> _GIVEN RECORDS_
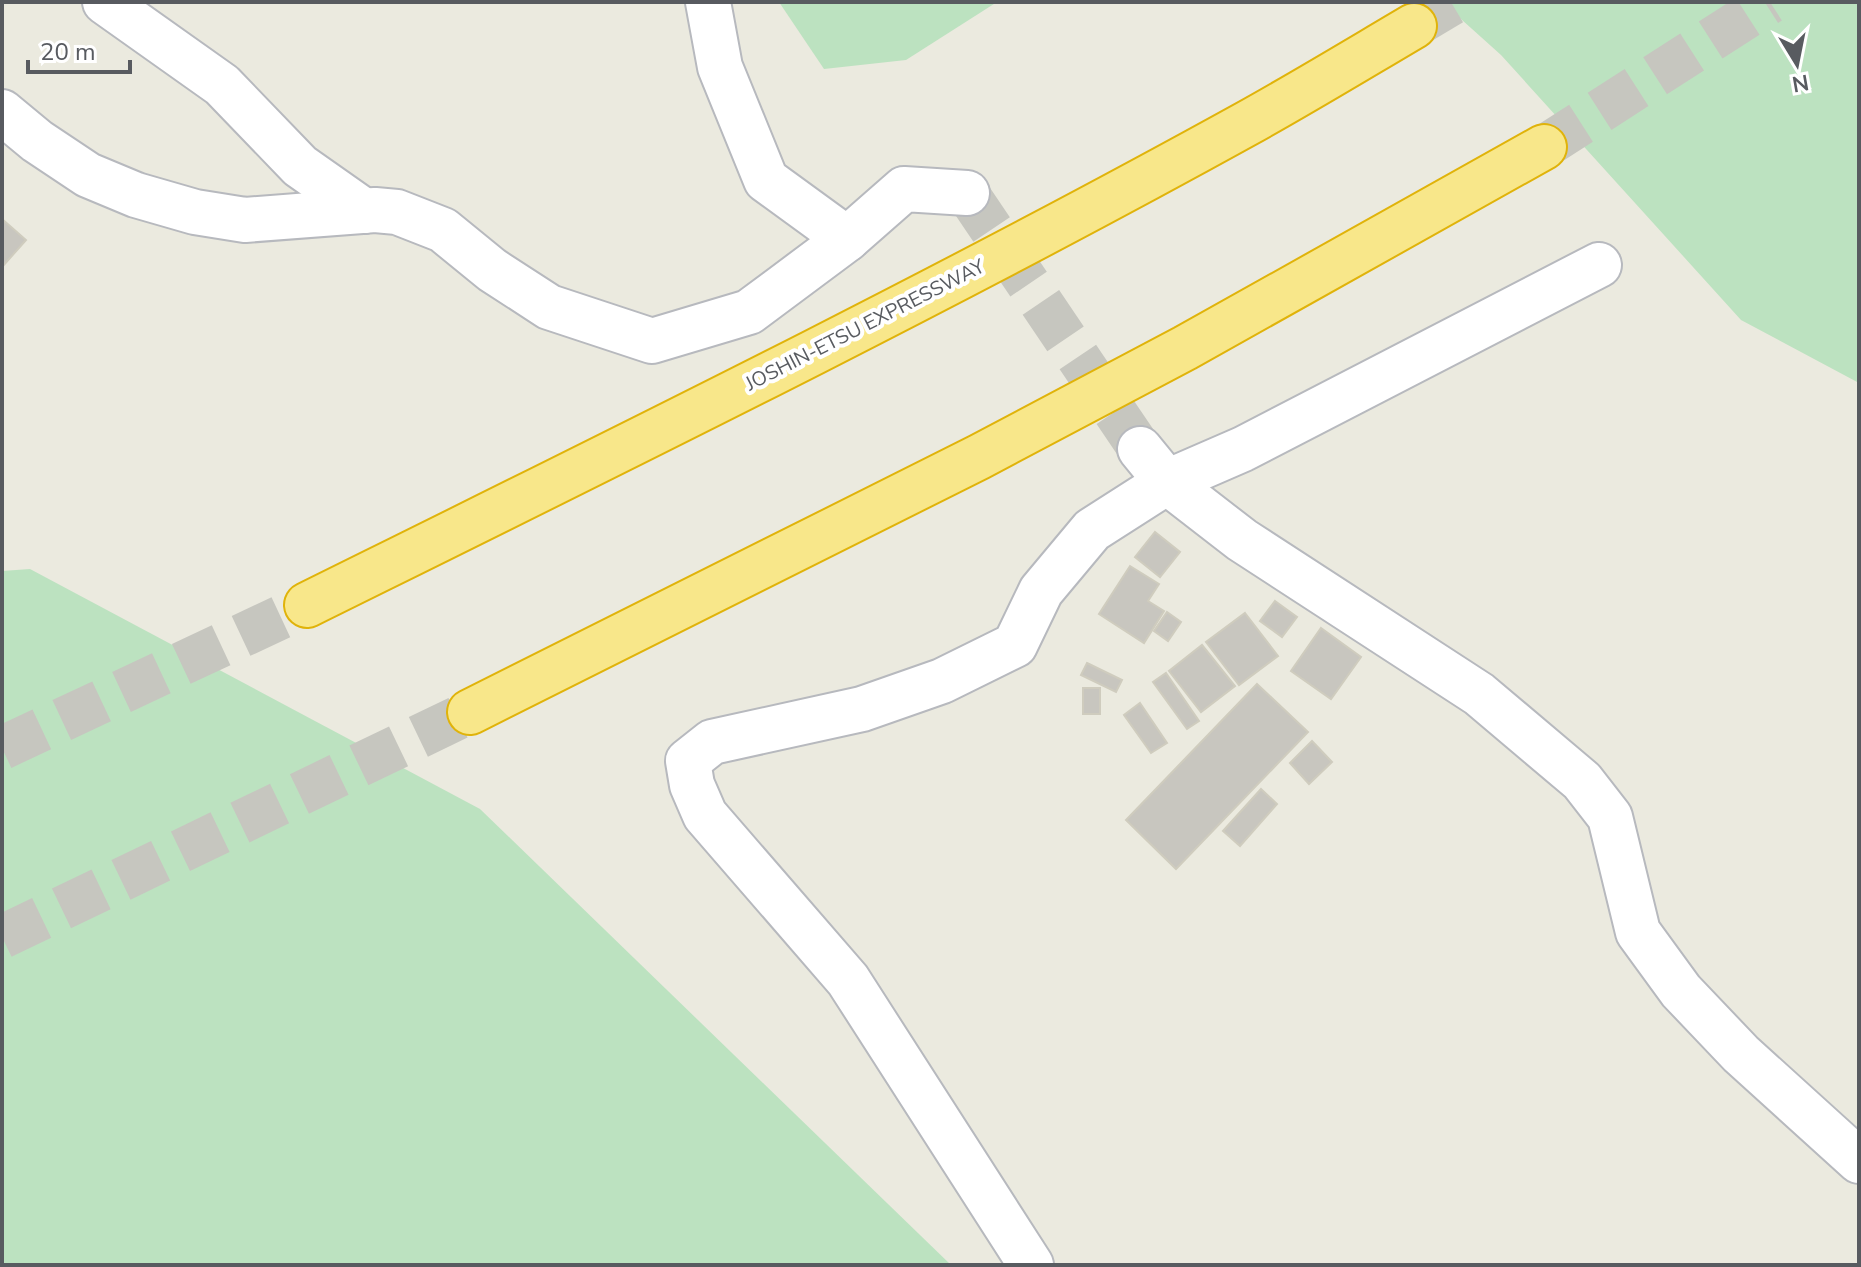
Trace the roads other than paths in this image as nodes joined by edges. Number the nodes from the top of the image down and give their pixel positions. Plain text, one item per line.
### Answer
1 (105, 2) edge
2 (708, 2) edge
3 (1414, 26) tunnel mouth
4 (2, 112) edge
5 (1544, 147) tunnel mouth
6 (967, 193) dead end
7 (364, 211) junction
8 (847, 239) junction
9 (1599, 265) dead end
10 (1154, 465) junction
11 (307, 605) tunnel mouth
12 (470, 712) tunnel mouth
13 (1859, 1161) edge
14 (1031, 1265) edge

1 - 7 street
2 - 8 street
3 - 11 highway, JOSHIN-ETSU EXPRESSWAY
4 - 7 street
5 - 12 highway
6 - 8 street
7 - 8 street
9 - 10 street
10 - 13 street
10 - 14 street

> _WHAT YOU NEED TO DO_
Starting at the first entry above and ending at the last, write everything out exactly except the pictures.

> _ANSWER SECTION_
Trace the roads other than paths in this image as nodes joined by edges. Number the nodes from the top of the image down and give their pixel positions. Plain text, one item per line.
### Answer
1 (105, 2) edge
2 (708, 2) edge
3 (1414, 26) tunnel mouth
4 (2, 112) edge
5 (1544, 147) tunnel mouth
6 (967, 193) dead end
7 (364, 211) junction
8 (847, 239) junction
9 (1599, 265) dead end
10 (1154, 465) junction
11 (307, 605) tunnel mouth
12 (470, 712) tunnel mouth
13 (1859, 1161) edge
14 (1031, 1265) edge

1 - 7 street
2 - 8 street
3 - 11 highway, JOSHIN-ETSU EXPRESSWAY
4 - 7 street
5 - 12 highway
6 - 8 street
7 - 8 street
9 - 10 street
10 - 13 street
10 - 14 street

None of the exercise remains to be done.